Día de la Cultura Cubana: Entonar el sentimiento

No sabemos con exactitud que pasó el 20 de octubre de 1868 en Bayamo, salvo que los cubanos lucharon y vencieron, y tuvieron un himno. Al primer repaso fugaz de los hechos aparece la imagen, convertida casi en leyenda, de Perucho Figueredo encima de su caballo ajustando los versos decasílabos de La Bayamesa ante el reclamo de una multitud enardecida por el frenesí de la victoria, que pasó el papel, de mano en mano, hasta levantar un coro que entonó las estrofas con voz ronca.

Digamos que el imaginario popular ha sido pródigo en detalles y le ha tocado a la historiografía desmitificar la estampa. A estas alturas hay consenso en que Perucho, aquel hombre riquísimo y con dotes de buen músico que murió fusilado con úlceras lacerantes en sus pies, no escribió encorvado sobre la montura de su caballo Pajarito, sino que la música se compuso antes y la letra circuló después entre revolucionarios allegados, esa que, aprendida de memoria y cantada a pleno pulmón, viajó a la posteridad para impregnarnos la convicción sublime de que “morir por la patria es vivir”.

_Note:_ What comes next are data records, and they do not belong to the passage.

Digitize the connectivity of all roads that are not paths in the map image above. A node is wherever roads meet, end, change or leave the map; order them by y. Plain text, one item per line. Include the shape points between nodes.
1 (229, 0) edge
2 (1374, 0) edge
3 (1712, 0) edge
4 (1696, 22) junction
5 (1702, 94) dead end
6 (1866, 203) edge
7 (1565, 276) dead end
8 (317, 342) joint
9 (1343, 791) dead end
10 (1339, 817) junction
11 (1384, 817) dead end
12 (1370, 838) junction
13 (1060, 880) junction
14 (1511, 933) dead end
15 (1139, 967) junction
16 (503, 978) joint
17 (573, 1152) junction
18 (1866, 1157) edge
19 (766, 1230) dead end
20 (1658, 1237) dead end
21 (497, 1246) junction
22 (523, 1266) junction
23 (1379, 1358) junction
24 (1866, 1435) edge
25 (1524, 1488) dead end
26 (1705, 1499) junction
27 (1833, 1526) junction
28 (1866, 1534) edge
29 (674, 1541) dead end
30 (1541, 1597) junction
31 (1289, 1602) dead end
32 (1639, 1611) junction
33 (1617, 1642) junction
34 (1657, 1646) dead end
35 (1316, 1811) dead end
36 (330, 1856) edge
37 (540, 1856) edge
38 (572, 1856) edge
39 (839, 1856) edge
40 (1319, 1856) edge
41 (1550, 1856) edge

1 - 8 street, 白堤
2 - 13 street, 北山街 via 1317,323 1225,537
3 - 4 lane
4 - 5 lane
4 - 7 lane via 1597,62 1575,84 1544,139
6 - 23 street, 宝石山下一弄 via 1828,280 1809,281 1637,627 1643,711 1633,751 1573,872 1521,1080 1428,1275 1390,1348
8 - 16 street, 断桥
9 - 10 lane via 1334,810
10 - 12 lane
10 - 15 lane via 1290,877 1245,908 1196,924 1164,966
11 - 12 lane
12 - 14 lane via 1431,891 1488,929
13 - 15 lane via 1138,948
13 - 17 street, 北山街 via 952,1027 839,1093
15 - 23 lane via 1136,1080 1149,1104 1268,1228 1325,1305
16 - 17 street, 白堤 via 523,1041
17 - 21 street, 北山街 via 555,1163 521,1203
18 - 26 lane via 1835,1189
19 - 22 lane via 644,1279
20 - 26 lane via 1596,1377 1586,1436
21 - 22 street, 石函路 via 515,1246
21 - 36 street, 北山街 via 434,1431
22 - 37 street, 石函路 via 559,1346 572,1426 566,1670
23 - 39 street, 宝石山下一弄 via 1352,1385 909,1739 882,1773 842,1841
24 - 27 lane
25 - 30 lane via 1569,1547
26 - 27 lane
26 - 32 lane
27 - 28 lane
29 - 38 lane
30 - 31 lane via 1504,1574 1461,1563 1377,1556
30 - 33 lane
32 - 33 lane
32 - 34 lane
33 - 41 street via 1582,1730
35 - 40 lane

Debieron pasar muchos años para atar cabos y comprender ese cordón umbilical que une a nuestra historia con la cultura, y define a la creación artística como ese acto a través del cual se logra la identidad plena del hombre. Es que la nación cubana está hecha a sangre, machete y tea incendiaria, aunque también se delineó, muchísimas veces, desde la poesía, la música y la danza.

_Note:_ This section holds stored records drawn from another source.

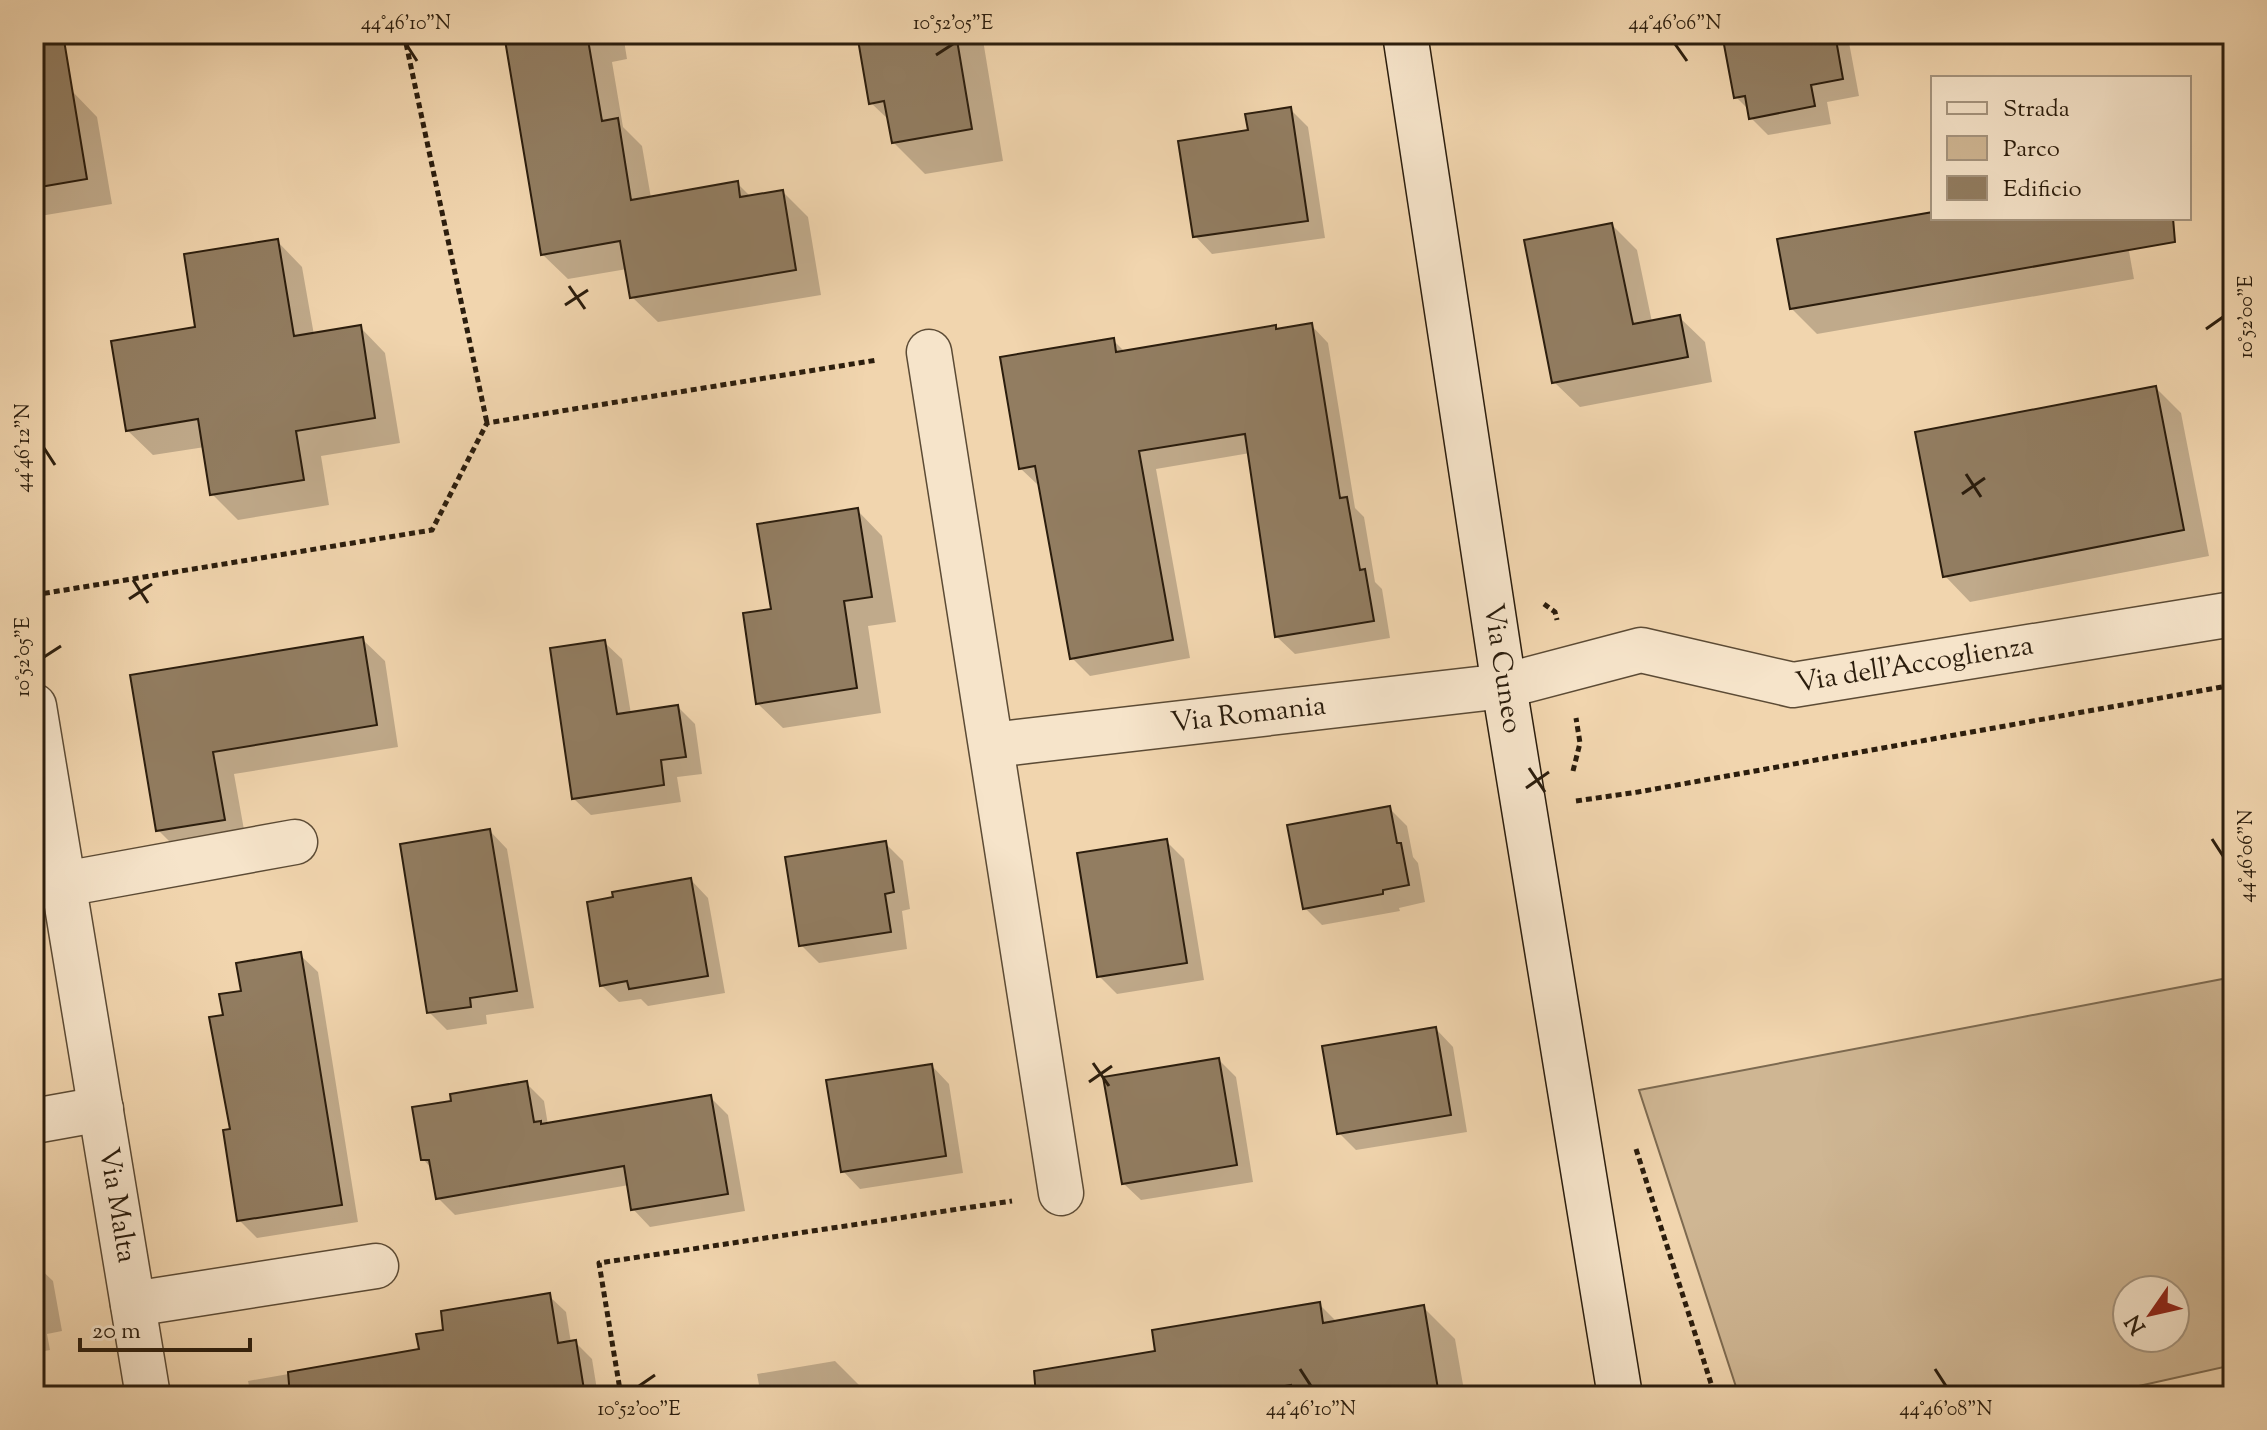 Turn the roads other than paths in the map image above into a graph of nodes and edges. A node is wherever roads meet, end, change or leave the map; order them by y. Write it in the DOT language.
graph roads {
  1 [pos="1405,34"];
  2 [pos="929,352"];
  3 [pos="2233,614"];
  4 [pos="1504,686"];
  5 [pos="34,706"];
  6 [pos="992,745"];
  7 [pos="295,842"];
  8 [pos="64,884"];
  9 [pos="101,1109"];
  10 [pos="34,1121"];
  11 [pos="1061,1193"];
  12 [pos="376,1266"];
  13 [pos="133,1304"];
  14 [pos="148,1396"];
  15 [pos="1620,1396"];
  1 -- 4 [label="street, Via Cuneo"];
  2 -- 6 [label="street"];
  3 -- 4 [label="street, Via dell'Accoglienza"];
  4 -- 6 [label="street, Via Romania"];
  4 -- 15 [label="street, Via Cuneo"];
  5 -- 8 [label="street, Via Malta"];
  6 -- 11 [label="street"];
  7 -- 8 [label="street"];
  8 -- 9 [label="street, Via Malta"];
  9 -- 10 [label="street, Via Malta"];
  9 -- 13 [label="street, Via Malta"];
  12 -- 13 [label="street"];
  13 -- 14 [label="street, Via Malta"];
}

Entonces era justo el agasajo y fue el 22 de agosto de 1980 cuando se decidió, en una reunión del Consejo de Ministros, establecer el Día de la Cultura Cubana, como conmemoración, cada 20 de octubre, reconociendo “en el Himno Nacional de Cuba, nuestra Bayamesa, el símbolo en que se entrecruzan el sentimiento de amor a la patria y la decisión de combate”.

Más tarde Fidel Castro la llamaría “escudo y espada de la nación”, dándole continuidad a una relación de conceptos aparentemente distantes, pero que aquí se amalgaman tanto como la esclarecedora metáfora de que “sin cultura no hay libertad posible”.

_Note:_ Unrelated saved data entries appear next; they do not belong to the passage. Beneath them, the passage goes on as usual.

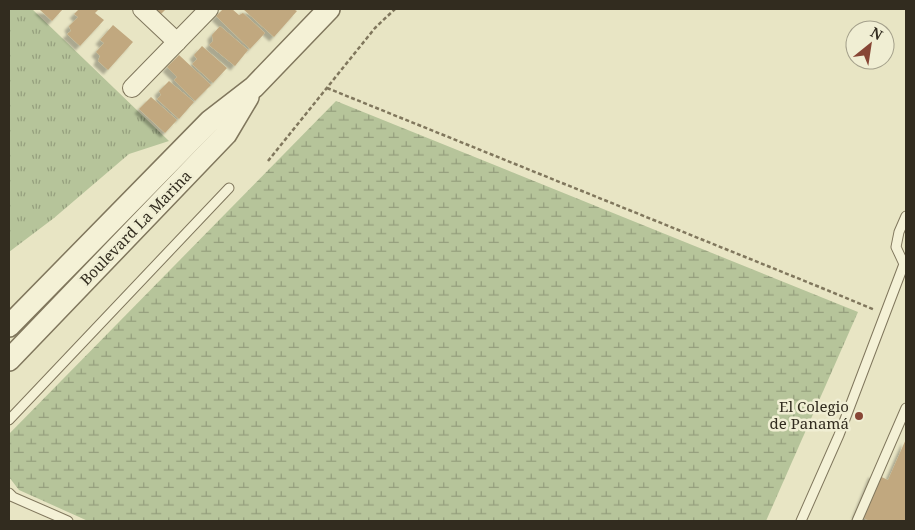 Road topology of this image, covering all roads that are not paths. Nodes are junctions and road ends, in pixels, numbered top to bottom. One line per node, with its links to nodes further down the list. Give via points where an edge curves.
1 (142, 9): 4 (street)
2 (209, 9): 4 (street)
3 (329, 9): 5 (street, Boulevard La Marina)
4 (176, 42): 6 (street)
5 (254, 87): 10 (street, Boulevard La Marina, via 210,120); 11 (street, Boulevard La Marina, via 226,134)
6 (132, 88)
7 (229, 188): 13 (lane)
8 (906, 216): 9 (lane, via 896,247)
9 (905, 263): 16 (lane, via 839,435)
10 (9, 326)
11 (9, 360)
12 (906, 408): 17 (lane)
13 (9, 420)
14 (9, 493): 15 (lane)
15 (68, 521)
16 (801, 521)
17 (858, 521) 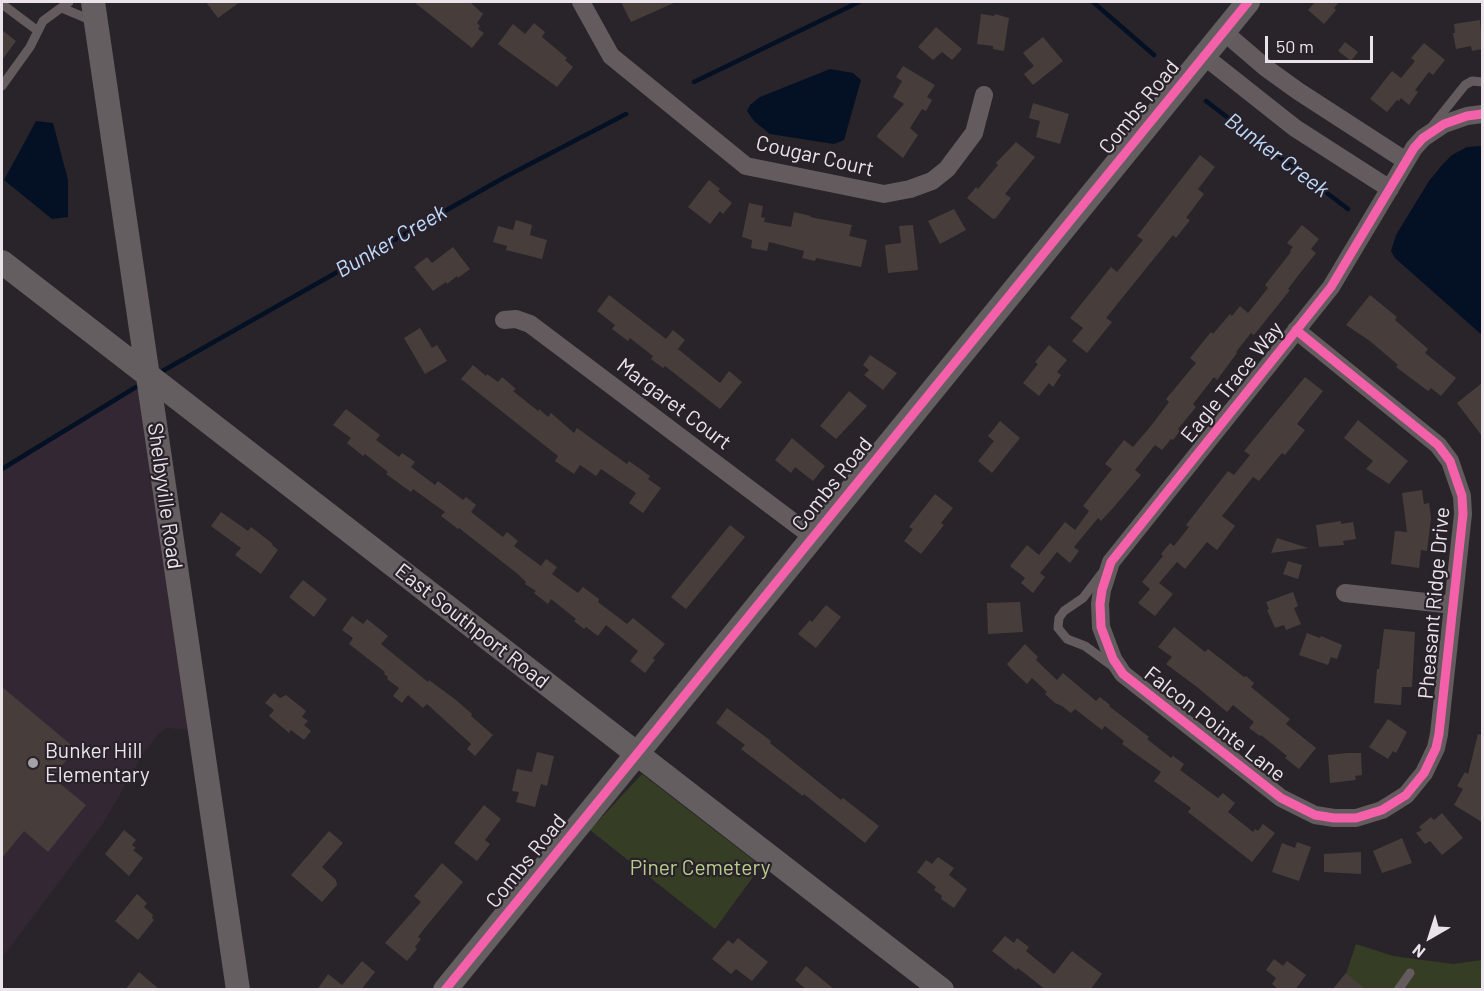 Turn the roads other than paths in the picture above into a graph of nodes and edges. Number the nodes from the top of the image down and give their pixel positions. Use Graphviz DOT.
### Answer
graph roads {
  1 [pos="581,2"];
  2 [pos="1248,2"];
  3 [pos="2,4"];
  4 [pos="65,5"];
  5 [pos="94,12"];
  6 [pos="38,31"];
  7 [pos="1224,32"];
  8 [pos="1204,56"];
  9 [pos="1482,81"];
  10 [pos="2,86"];
  11 [pos="984,95"];
  12 [pos="1482,114"];
  13 [pos="1423,138"];
  14 [pos="1406,162"];
  15 [pos="1390,189"];
  16 [pos="2,262"];
  17 [pos="504,320"];
  18 [pos="1296,330"];
  19 [pos="147,374"];
  20 [pos="813,537"];
  21 [pos="1111,562"];
  22 [pos="1345,593"];
  23 [pos="1453,605"];
  24 [pos="1101,627"];
  25 [pos="1123,674"];
  26 [pos="636,754"];
  27 [pos="1334,818"];
  28 [pos="1410,973"];
  29 [pos="238,990"];
  30 [pos="445,990"];
  31 [pos="942,990"];
  32 [pos="1398,990"];
  1 -- 11 [label="street, Cougar Court"];
  2 -- 7 [label="main road, Combs Road"];
  3 -- 6 [label="lane"];
  4 -- 5 [label="lane"];
  4 -- 6 [label="lane"];
  5 -- 19 [label="main road, Shelbyville Road"];
  6 -- 10 [label="lane"];
  7 -- 8 [label="main road, Combs Road"];
  7 -- 14 [label="street"];
  8 -- 15 [label="street"];
  8 -- 20 [label="main road, Combs Road"];
  9 -- 13 [label="lane"];
  12 -- 13 [label="street"];
  13 -- 14 [label="street, Eagle Trace Way"];
  14 -- 15 [label="street, Eagle Trace Way"];
  15 -- 18 [label="street, Eagle Trace Way"];
  16 -- 19 [label="main road, East Southport Road"];
  17 -- 20 [label="street, Margaret Court"];
  18 -- 21 [label="street, Eagle Trace Way"];
  18 -- 23 [label="street, Pheasant Ridge Drive"];
  19 -- 26 [label="main road, East Southport Road"];
  19 -- 29 [label="main road, Shelbyville Road"];
  20 -- 26 [label="main road, Combs Road"];
  21 -- 24 [label="street, Eagle Trace Way"];
  21 -- 25 [label="lane, Falcon Pointe Lane"];
  22 -- 23 [label="street"];
  23 -- 27 [label="street, Pheasant Ridge Drive"];
  24 -- 25 [label="street, Falcon Pointe Lane"];
  25 -- 27 [label="street, Falcon Pointe Lane"];
  26 -- 30 [label="main road, Combs Road"];
  26 -- 31 [label="main road, East Southport Road"];
  28 -- 32 [label="lane"];
}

Le ha tocado ser no solo deleite, sino apaciguar tristezas allí donde pasó un huracán o donde los niños apenas han descubierto los títeres, plantar bandera en el terreno ideológico, reivindicar lo autóctono y hacer entender cómo la descolonización también pasa por su filtro.

Cuando los teatros, galerías, cines y librerías cerraron sus puertas por la llegada de la COVID-19 los retos fueron inmensos y solo a través de las pantallas se han experimentado las sensaciones que dejan un concierto online o la apreciación de una obra de arte, a contrapelo de las ganas de palpar, dialogar o bailar.

Los artistas bajaron de los escenarios y fueron a los centros de aislamiento a trabajar allí donde serían más útiles y no por eso su labor ha sido menos noble o elocuente, o se ha cejado en el empeño de una “normalidad” que nos devuelva el alma al cuerpo.

Es que la Revolución, que inició el 10 de octubre de 1868 en La Demajagua y culminó el 1ro. de enero de 1959 con el triunfo, ha entonado siempre el mismo sentimiento, y esa certeza, cadenciosa y sutil, inspira y acompaña.